Find the line with "middle tip: (299, 172)" in the records below. Output exactly from there until after the line with "middle tip: (459, 318)", without pictures.

[Start of section]

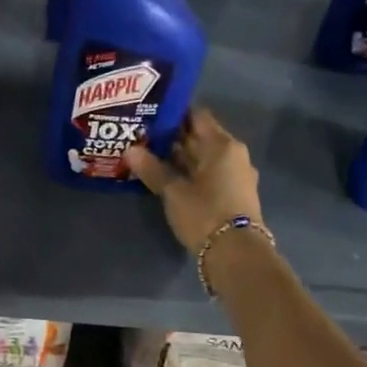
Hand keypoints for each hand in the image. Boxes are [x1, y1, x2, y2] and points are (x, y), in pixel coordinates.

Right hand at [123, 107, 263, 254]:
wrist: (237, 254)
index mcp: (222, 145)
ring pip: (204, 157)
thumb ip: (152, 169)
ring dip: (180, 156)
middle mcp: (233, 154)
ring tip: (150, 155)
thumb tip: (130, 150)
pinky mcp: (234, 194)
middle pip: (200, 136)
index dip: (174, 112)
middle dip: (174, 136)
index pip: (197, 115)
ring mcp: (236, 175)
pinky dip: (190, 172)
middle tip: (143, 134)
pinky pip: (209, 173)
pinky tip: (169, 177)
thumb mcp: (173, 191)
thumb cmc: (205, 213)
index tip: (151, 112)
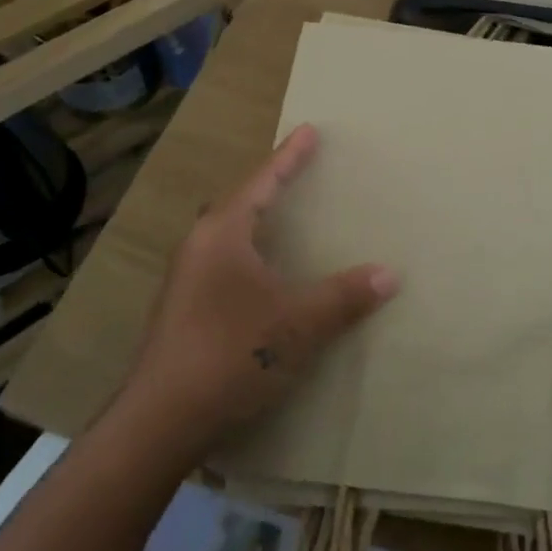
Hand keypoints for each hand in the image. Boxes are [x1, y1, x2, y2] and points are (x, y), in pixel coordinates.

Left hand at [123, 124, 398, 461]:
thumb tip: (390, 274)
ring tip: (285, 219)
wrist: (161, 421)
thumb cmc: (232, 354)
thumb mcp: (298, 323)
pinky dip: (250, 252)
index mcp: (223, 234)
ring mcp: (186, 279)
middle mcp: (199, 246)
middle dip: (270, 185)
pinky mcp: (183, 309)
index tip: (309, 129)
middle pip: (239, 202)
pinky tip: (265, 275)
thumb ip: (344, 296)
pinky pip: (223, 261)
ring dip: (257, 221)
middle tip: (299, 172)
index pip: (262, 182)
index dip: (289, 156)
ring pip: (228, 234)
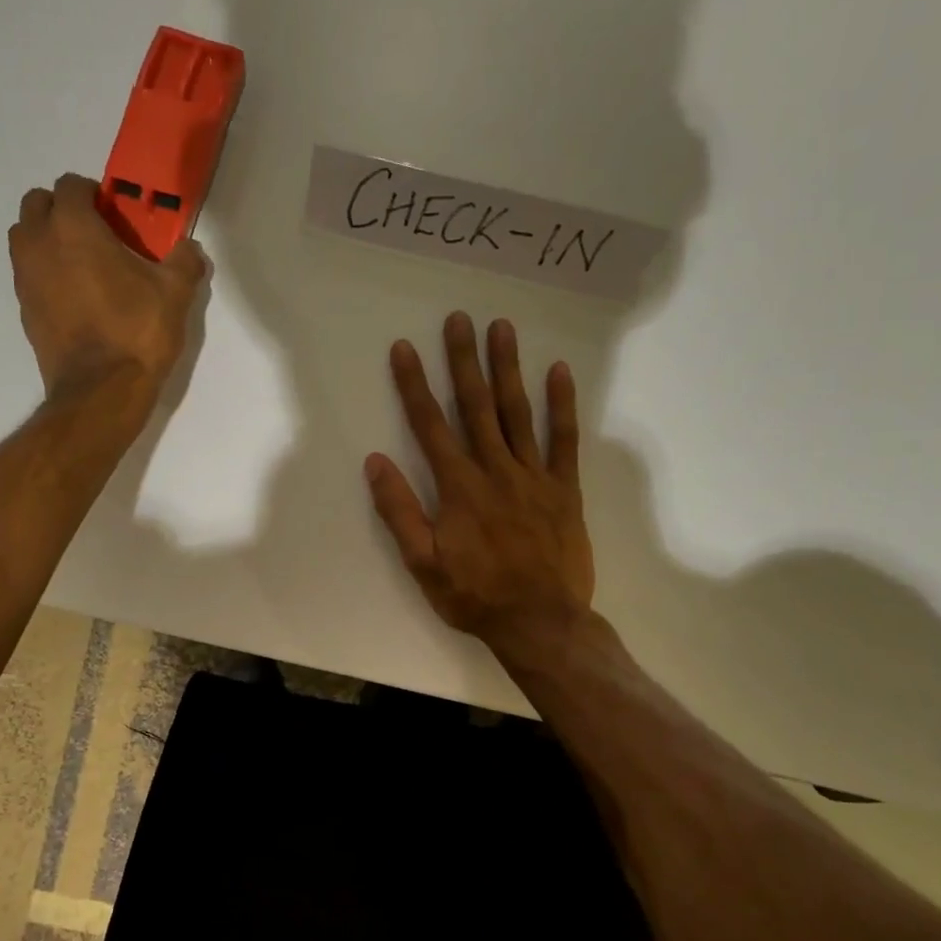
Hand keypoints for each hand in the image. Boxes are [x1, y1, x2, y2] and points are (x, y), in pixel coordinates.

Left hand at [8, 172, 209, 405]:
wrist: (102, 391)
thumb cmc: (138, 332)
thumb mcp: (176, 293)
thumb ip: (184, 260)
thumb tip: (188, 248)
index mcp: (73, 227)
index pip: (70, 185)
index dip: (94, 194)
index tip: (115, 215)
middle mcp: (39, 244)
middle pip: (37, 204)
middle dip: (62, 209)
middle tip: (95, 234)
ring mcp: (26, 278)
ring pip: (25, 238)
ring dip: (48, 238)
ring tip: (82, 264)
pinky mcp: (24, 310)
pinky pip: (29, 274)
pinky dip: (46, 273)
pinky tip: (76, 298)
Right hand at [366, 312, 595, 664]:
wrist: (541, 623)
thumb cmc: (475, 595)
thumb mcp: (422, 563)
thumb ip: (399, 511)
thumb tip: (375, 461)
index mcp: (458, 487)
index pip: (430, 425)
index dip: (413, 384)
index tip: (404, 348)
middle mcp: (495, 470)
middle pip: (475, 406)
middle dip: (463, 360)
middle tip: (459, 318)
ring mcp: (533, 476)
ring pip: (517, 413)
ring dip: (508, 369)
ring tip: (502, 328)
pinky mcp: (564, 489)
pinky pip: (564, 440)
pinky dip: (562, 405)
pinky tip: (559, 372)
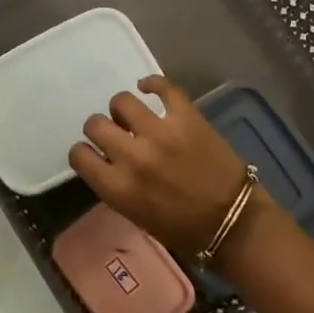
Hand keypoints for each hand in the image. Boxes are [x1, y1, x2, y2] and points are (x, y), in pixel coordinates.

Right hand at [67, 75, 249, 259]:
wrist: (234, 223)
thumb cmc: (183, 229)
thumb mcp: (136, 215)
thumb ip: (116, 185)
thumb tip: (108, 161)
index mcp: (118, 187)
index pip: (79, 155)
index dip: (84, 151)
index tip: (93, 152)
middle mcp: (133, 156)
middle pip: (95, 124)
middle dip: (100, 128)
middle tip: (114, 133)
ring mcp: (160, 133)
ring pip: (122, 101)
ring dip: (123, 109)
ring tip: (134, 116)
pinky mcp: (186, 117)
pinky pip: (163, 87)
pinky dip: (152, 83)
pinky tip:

[End of section]

_Output for this task_
middle tip: (299, 172)
index pip: (262, 182)
index dip: (289, 156)
ring pip: (228, 234)
Hand keypoints for each hand in the image. Boxes are [x1, y1, x2, y2] and points are (x, y), in pixel coordinates.

Left hand at [8, 172, 209, 405]:
wrist: (102, 391)
thumb cmc: (138, 332)
thumb mcp: (176, 293)
thumb ip: (184, 260)
thumb tip: (188, 248)
index mcp: (73, 227)
index pip: (70, 185)
index dip: (94, 194)
index tip: (115, 215)
middle mcp: (39, 244)
middle pip: (37, 204)
middle dip: (62, 209)
middle tip: (95, 234)
ring mcp: (26, 278)
ring pip: (25, 238)
ring dip: (48, 238)
ring tip: (82, 264)
pinky mcp: (24, 310)
pinky pip: (29, 274)
pinky dip: (46, 273)
pinky tip: (76, 298)
Right hand at [366, 312, 595, 664]:
wrist: (541, 623)
thumb cmc: (475, 595)
thumb mcp: (422, 563)
thumb ip: (399, 511)
thumb tip: (375, 461)
index mcp: (458, 487)
index pip: (430, 425)
index dip: (413, 384)
index tip: (404, 348)
middle mcp: (495, 470)
middle pip: (475, 406)
middle dip: (463, 360)
middle tip: (459, 318)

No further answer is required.